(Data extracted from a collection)
::::::::::
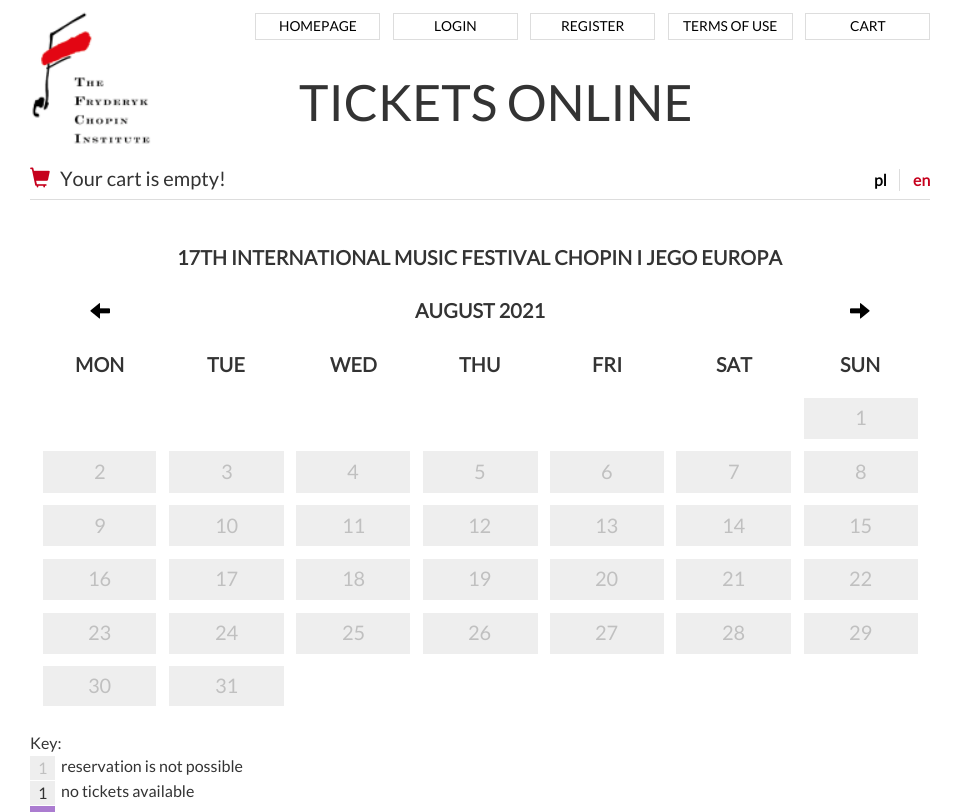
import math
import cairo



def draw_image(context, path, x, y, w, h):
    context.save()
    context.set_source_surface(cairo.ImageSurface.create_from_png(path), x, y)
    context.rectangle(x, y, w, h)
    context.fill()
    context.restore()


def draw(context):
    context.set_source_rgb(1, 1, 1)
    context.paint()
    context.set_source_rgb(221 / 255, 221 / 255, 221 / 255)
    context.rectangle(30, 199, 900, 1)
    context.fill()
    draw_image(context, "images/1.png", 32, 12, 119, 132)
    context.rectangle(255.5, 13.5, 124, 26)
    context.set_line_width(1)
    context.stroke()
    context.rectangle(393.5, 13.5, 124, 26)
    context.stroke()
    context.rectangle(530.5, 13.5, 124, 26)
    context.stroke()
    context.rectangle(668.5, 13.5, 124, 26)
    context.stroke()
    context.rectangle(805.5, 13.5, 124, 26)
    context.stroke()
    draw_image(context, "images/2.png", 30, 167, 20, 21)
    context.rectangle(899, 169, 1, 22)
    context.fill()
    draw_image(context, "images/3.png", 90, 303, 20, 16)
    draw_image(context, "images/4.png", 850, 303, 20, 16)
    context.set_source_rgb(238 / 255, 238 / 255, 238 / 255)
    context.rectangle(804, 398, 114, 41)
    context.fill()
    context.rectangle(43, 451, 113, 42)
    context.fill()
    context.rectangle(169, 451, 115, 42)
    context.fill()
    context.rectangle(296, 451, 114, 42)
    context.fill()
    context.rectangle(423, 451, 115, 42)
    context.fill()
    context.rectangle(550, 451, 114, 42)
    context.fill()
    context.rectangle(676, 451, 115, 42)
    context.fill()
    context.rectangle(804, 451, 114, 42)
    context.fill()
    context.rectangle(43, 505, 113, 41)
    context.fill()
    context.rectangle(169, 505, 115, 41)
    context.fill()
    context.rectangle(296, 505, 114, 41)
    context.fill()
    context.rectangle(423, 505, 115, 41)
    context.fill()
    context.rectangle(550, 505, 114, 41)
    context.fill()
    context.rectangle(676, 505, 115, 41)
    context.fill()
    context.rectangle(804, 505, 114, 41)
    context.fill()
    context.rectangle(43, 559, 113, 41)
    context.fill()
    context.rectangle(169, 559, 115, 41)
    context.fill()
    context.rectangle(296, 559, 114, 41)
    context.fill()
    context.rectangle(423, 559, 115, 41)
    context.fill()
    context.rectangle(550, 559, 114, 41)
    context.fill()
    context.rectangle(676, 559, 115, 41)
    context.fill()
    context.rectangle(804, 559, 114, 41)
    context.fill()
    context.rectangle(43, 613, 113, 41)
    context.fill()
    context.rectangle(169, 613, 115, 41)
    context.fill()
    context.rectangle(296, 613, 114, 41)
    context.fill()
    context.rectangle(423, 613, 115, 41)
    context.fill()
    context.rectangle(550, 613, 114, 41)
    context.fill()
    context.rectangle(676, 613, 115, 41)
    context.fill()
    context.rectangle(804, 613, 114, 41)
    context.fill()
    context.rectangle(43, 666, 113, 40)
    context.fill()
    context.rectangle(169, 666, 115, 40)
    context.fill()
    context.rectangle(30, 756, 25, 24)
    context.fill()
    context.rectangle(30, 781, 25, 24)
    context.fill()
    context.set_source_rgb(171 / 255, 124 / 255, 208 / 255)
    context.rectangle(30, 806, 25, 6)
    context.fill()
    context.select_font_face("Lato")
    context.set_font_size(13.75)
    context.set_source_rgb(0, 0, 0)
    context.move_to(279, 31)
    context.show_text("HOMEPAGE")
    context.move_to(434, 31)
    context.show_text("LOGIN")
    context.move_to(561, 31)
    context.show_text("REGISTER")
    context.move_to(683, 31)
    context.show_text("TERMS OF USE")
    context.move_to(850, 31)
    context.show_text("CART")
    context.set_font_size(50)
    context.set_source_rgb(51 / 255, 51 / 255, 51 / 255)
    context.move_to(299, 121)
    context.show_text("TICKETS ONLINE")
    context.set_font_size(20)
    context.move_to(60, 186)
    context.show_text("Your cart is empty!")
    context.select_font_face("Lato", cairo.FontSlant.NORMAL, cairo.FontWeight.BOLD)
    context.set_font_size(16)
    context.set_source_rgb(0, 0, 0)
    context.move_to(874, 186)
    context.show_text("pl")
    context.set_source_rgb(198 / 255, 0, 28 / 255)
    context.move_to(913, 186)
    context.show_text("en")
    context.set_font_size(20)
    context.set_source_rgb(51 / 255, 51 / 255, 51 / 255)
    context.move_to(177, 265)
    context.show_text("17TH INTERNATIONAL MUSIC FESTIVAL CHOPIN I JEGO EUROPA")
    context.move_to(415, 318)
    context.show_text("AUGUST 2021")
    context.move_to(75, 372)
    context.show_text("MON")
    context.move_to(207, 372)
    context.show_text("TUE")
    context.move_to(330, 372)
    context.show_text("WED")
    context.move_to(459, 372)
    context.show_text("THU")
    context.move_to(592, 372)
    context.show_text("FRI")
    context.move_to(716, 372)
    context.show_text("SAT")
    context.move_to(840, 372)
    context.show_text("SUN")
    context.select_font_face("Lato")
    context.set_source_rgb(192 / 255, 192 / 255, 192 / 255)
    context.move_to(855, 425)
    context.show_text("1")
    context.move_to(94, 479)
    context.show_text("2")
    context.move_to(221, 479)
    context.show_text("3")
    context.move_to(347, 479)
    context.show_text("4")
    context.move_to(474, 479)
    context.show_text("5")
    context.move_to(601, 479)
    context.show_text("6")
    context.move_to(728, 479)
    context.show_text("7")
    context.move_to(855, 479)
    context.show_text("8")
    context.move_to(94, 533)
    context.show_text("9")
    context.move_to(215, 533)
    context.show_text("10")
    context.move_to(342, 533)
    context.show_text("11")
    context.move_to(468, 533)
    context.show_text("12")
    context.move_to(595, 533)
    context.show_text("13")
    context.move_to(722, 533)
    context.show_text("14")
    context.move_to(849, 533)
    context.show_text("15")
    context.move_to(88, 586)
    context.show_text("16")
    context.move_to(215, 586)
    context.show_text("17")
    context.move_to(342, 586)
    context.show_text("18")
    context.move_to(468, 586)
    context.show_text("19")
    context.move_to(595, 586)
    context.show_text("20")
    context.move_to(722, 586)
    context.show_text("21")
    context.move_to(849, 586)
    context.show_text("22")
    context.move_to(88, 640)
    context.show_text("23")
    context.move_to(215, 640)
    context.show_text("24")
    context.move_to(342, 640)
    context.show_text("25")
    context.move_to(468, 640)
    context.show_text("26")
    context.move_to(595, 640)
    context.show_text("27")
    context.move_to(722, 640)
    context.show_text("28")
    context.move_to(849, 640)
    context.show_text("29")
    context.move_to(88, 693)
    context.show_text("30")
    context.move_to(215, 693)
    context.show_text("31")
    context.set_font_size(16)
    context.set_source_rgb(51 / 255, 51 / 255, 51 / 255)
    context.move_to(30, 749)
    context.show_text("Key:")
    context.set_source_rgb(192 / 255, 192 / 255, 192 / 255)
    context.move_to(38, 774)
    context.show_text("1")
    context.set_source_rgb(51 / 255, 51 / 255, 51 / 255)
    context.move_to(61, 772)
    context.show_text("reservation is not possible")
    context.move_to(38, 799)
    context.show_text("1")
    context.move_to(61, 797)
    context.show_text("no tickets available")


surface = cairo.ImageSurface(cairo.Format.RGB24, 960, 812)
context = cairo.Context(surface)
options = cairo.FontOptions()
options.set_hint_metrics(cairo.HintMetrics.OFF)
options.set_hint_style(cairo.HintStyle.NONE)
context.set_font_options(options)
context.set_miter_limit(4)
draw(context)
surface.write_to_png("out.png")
::::::::::
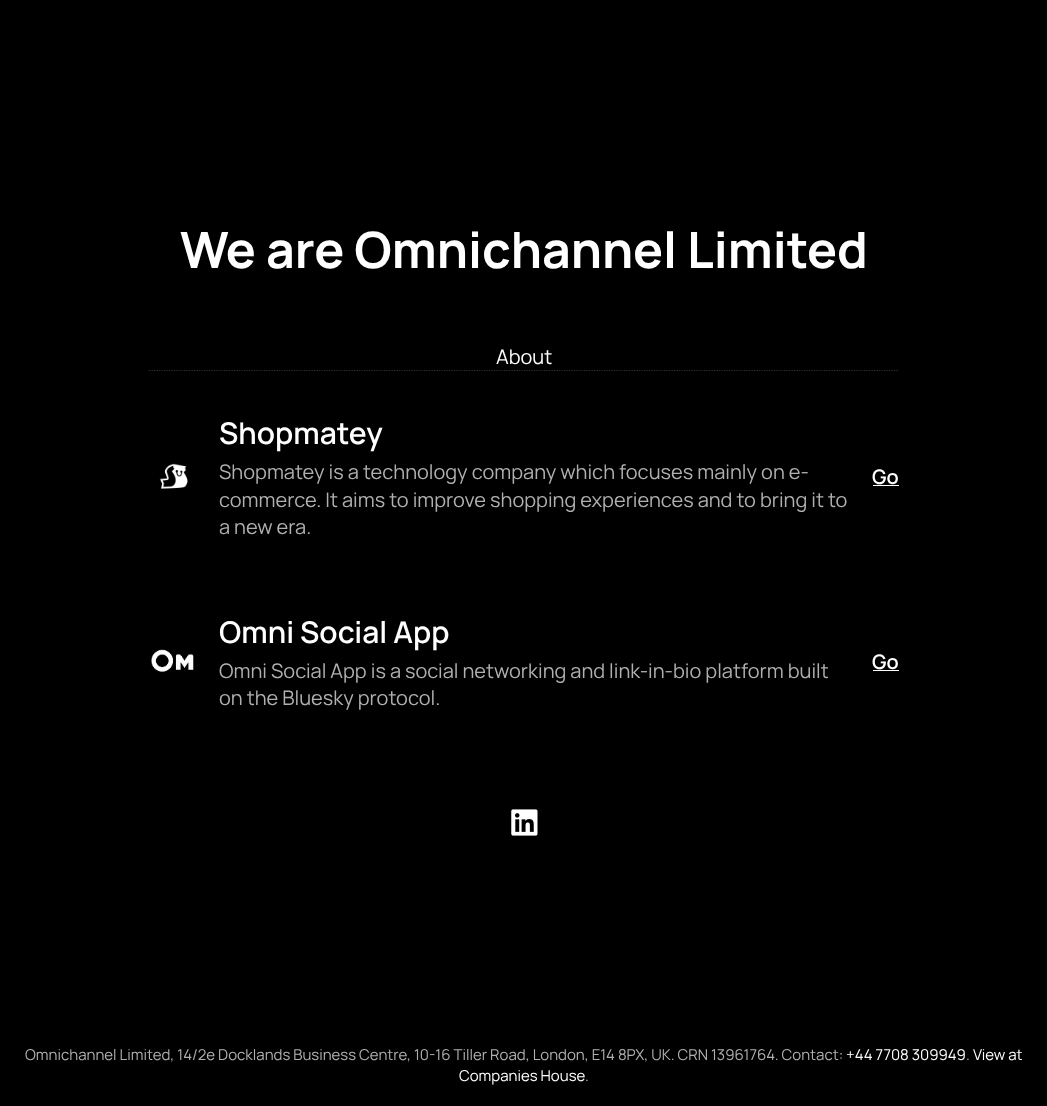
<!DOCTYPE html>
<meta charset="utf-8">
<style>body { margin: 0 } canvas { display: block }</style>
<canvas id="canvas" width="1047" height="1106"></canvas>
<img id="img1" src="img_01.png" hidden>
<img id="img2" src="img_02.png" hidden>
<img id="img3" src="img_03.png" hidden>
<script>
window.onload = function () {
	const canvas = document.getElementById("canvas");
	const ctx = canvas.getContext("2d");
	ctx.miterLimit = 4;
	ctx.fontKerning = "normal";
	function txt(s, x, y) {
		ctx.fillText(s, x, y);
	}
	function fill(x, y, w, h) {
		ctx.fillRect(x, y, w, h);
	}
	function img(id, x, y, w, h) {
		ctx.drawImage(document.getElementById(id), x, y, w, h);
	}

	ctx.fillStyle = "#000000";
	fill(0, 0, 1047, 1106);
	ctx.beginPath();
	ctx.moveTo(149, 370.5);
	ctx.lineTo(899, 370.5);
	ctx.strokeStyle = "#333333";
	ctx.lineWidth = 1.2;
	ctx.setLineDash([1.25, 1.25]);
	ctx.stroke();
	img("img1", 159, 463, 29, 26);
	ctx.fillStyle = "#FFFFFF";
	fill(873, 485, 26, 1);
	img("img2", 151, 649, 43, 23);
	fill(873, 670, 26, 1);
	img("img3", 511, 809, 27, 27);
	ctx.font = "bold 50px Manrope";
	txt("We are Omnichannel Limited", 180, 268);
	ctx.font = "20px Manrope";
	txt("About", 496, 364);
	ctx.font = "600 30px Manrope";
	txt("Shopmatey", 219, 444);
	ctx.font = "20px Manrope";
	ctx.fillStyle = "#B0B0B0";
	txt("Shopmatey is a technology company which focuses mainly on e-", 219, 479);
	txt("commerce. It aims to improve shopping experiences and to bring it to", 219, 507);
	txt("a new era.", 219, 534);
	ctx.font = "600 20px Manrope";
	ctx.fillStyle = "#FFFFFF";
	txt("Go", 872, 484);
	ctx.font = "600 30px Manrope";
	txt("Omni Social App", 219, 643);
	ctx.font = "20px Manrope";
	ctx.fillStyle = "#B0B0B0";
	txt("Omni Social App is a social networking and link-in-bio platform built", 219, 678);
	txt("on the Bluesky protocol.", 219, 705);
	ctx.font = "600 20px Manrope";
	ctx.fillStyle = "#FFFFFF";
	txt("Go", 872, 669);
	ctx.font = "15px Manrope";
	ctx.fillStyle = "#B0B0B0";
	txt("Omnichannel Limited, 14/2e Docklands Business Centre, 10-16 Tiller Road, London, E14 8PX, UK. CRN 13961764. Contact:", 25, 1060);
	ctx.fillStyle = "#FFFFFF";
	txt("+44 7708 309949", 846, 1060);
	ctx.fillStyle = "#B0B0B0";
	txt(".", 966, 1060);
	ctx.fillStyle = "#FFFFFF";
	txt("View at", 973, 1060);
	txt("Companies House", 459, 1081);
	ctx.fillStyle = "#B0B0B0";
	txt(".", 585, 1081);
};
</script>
::::::::::
The task calls for all lines in the entries that hold "document".

Result of this exercise -
	const canvas = document.getElementById("canvas");
		ctx.drawImage(document.getElementById(id), x, y, w, h);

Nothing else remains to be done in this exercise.